Faixa estendida em ato de celebração aos 26 anos da Heroica Resistência Camponesa de Corumbiara, ocorrido dia 9/08 na Unir, em Rondônia. Foto Banco de dados AND
A Redação de AND entrevistou o advogado do povo Marino D’Icarahy Júnior, que faz parte da Associação Brasileira de Advogados do Povo (Abrapo) e atua como defensor dos quatro jovens camponeses presos políticos do Acampamento Manoel Ribeiro. Em sua entrevista, Marino evidencia a farsa montada para sustentar a acusação aos jovens camponeses.
Jornal A Nova Democracia: Já é possível identificar um certo modus operandi nessas ações judiciais e de perseguição a ativistas?
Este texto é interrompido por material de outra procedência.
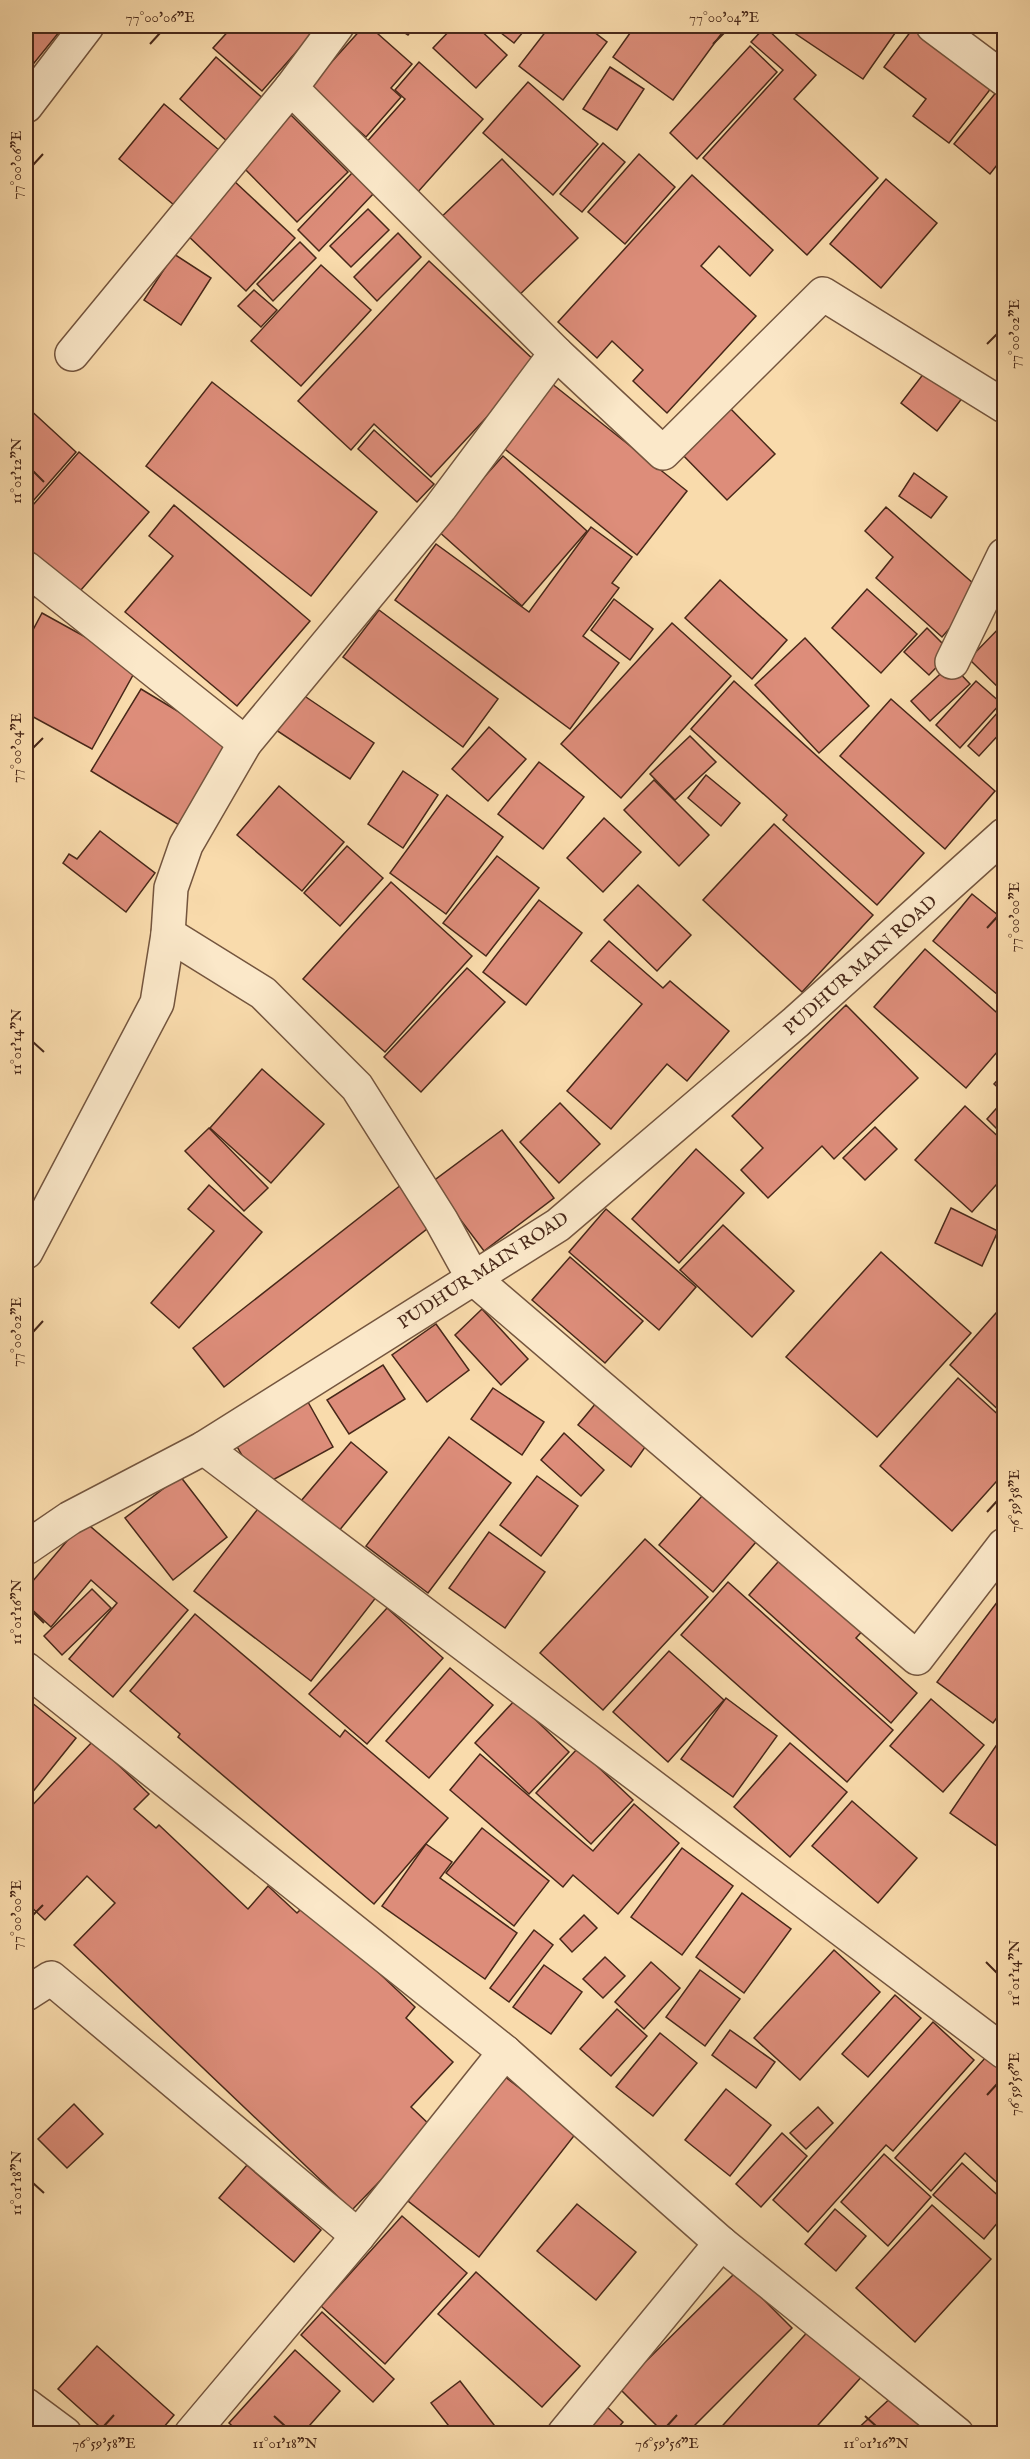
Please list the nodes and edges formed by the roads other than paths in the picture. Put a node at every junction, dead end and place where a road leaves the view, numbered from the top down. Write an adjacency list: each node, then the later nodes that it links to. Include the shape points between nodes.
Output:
1 (87, 26): 6 (street)
2 (337, 26): 5 (street)
3 (933, 26): 4 (street)
4 (1005, 79)
5 (291, 88): 7 (street); 8 (street)
6 (26, 106)
7 (556, 353): 9 (street, via 663,453 823,294); 13 (street, via 440,508)
8 (72, 354)
9 (1005, 406)
10 (1005, 555): 12 (street)
11 (26, 568): 13 (street)
12 (952, 662)
13 (245, 742): 15 (street, via 186,845 171,888)
14 (1005, 835): 17 (street, PUDHUR MAIN ROAD, via 796,1022 558,1225)
15 (168, 934): 16 (street, via 157,1003); 17 (street, via 263,993 357,1087)
16 (26, 1252)
17 (473, 1278): 18 (street, PUDHUR MAIN ROAD); 20 (street, via 917,1658)
18 (204, 1448): 19 (street, PUDHUR MAIN ROAD, via 70,1518); 24 (street)
19 (26, 1548)
20 (1000, 1561)
21 (26, 1669): 23 (street)
22 (26, 1994): 25 (street, via 51,1978)
23 (505, 2052): 25 (street); 26 (street)
24 (1005, 2052)
25 (358, 2236): 29 (street)
26 (721, 2243): 30 (street); 31 (street)
27 (26, 2405): 28 (street)
28 (65, 2433)
29 (191, 2433)
30 (564, 2433)
31 (957, 2433)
Dr. Marino D’Icarahy: Sim, o modus operandi desse estado policial é a formação do sujeito “terrorista”, que é um método bem a la Goebbels, que consiste em repetir, como é repetido em todos os processos onde a Liga dos Camponeses Pobres (LCP) aparece, que se trata de uma organização terrorista, que supostamente usa táticas de guerrilha, enfim. Mas a realidade é outra. É exatamente a realidade inversa. Quem impõe esse terror bélico e armado no campo são as forças repressivas do Estado a serviço dos latifundiários e das “autoridades” que são os próprios ou outros que a eles são umbilicalmente ligados. Então é neste quadro que se dão os processos. E esse processo contra os quatro presos do Acampamento Manoel Ribeiro são um belo exemplo do que nós estamos falando aqui.
AND: Como atuavam as forças policiais na defesa do latifúndio e contra os camponeses acampados?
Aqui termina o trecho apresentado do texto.